Start of RECORDED INFORMATION

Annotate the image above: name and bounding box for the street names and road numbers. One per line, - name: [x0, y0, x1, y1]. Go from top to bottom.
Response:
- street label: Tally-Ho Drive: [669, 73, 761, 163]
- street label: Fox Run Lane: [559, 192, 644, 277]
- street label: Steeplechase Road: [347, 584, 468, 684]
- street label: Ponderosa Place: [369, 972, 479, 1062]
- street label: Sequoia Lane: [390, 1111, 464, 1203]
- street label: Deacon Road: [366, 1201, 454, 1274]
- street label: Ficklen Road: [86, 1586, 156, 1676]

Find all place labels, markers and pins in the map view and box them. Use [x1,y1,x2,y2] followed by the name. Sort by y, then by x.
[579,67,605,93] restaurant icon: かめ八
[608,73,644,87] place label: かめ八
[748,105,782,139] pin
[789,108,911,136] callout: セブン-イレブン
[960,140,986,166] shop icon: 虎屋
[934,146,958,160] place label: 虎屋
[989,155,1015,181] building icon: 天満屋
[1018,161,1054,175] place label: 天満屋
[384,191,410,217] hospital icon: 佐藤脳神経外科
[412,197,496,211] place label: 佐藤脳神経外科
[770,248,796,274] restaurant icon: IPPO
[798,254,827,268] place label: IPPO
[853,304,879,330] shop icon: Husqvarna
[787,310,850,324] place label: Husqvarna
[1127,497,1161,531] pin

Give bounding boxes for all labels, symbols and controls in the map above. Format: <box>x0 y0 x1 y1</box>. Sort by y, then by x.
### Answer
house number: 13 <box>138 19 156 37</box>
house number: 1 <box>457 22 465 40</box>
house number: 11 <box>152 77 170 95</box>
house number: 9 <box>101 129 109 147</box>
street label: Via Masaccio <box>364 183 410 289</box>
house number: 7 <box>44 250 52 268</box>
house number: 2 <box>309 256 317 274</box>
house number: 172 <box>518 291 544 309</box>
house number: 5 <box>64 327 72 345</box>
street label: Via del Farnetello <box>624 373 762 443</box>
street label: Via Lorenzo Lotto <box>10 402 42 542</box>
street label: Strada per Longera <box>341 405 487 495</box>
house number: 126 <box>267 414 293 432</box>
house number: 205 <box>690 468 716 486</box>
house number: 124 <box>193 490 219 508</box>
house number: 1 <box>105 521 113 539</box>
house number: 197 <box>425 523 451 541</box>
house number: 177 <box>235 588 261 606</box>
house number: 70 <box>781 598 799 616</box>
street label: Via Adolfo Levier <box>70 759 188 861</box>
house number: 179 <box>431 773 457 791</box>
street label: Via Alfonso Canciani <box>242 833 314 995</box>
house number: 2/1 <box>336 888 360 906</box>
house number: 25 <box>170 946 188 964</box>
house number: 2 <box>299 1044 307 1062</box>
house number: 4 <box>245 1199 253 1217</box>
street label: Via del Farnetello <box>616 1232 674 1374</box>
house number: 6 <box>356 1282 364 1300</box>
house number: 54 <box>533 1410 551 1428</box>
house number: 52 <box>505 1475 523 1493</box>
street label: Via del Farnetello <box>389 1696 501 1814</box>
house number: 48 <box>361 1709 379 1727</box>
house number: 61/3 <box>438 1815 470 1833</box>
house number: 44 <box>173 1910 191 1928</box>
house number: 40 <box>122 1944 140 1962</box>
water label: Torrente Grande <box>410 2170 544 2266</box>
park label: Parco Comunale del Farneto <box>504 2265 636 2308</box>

End of RECORDED INFORMATION

REQUIRED ACTION:
The data must be duplicated exactly, with nothing left out.

SOLUTION TO THIS EXERCISE:
Annotate the image above: name and bounding box for the street names and road numbers. One per line, - name: [x0, y0, x1, y1]. Go from top to bottom.
Response:
- street label: Tally-Ho Drive: [669, 73, 761, 163]
- street label: Fox Run Lane: [559, 192, 644, 277]
- street label: Steeplechase Road: [347, 584, 468, 684]
- street label: Ponderosa Place: [369, 972, 479, 1062]
- street label: Sequoia Lane: [390, 1111, 464, 1203]
- street label: Deacon Road: [366, 1201, 454, 1274]
- street label: Ficklen Road: [86, 1586, 156, 1676]

Find all place labels, markers and pins in the map view and box them. Use [x1,y1,x2,y2] followed by the name. Sort by y, then by x.
[579,67,605,93] restaurant icon: かめ八
[608,73,644,87] place label: かめ八
[748,105,782,139] pin
[789,108,911,136] callout: セブン-イレブン
[960,140,986,166] shop icon: 虎屋
[934,146,958,160] place label: 虎屋
[989,155,1015,181] building icon: 天満屋
[1018,161,1054,175] place label: 天満屋
[384,191,410,217] hospital icon: 佐藤脳神経外科
[412,197,496,211] place label: 佐藤脳神経外科
[770,248,796,274] restaurant icon: IPPO
[798,254,827,268] place label: IPPO
[853,304,879,330] shop icon: Husqvarna
[787,310,850,324] place label: Husqvarna
[1127,497,1161,531] pin

Give bounding boxes for all labels, symbols and controls in the map above. Format: <box>x0 y0 x1 y1</box>. Sort by y, then by x.
### Answer
house number: 13 <box>138 19 156 37</box>
house number: 1 <box>457 22 465 40</box>
house number: 11 <box>152 77 170 95</box>
house number: 9 <box>101 129 109 147</box>
street label: Via Masaccio <box>364 183 410 289</box>
house number: 7 <box>44 250 52 268</box>
house number: 2 <box>309 256 317 274</box>
house number: 172 <box>518 291 544 309</box>
house number: 5 <box>64 327 72 345</box>
street label: Via del Farnetello <box>624 373 762 443</box>
street label: Via Lorenzo Lotto <box>10 402 42 542</box>
street label: Strada per Longera <box>341 405 487 495</box>
house number: 126 <box>267 414 293 432</box>
house number: 205 <box>690 468 716 486</box>
house number: 124 <box>193 490 219 508</box>
house number: 1 <box>105 521 113 539</box>
house number: 197 <box>425 523 451 541</box>
house number: 177 <box>235 588 261 606</box>
house number: 70 <box>781 598 799 616</box>
street label: Via Adolfo Levier <box>70 759 188 861</box>
house number: 179 <box>431 773 457 791</box>
street label: Via Alfonso Canciani <box>242 833 314 995</box>
house number: 2/1 <box>336 888 360 906</box>
house number: 25 <box>170 946 188 964</box>
house number: 2 <box>299 1044 307 1062</box>
house number: 4 <box>245 1199 253 1217</box>
street label: Via del Farnetello <box>616 1232 674 1374</box>
house number: 6 <box>356 1282 364 1300</box>
house number: 54 <box>533 1410 551 1428</box>
house number: 52 <box>505 1475 523 1493</box>
street label: Via del Farnetello <box>389 1696 501 1814</box>
house number: 48 <box>361 1709 379 1727</box>
house number: 61/3 <box>438 1815 470 1833</box>
house number: 44 <box>173 1910 191 1928</box>
house number: 40 <box>122 1944 140 1962</box>
water label: Torrente Grande <box>410 2170 544 2266</box>
park label: Parco Comunale del Farneto <box>504 2265 636 2308</box>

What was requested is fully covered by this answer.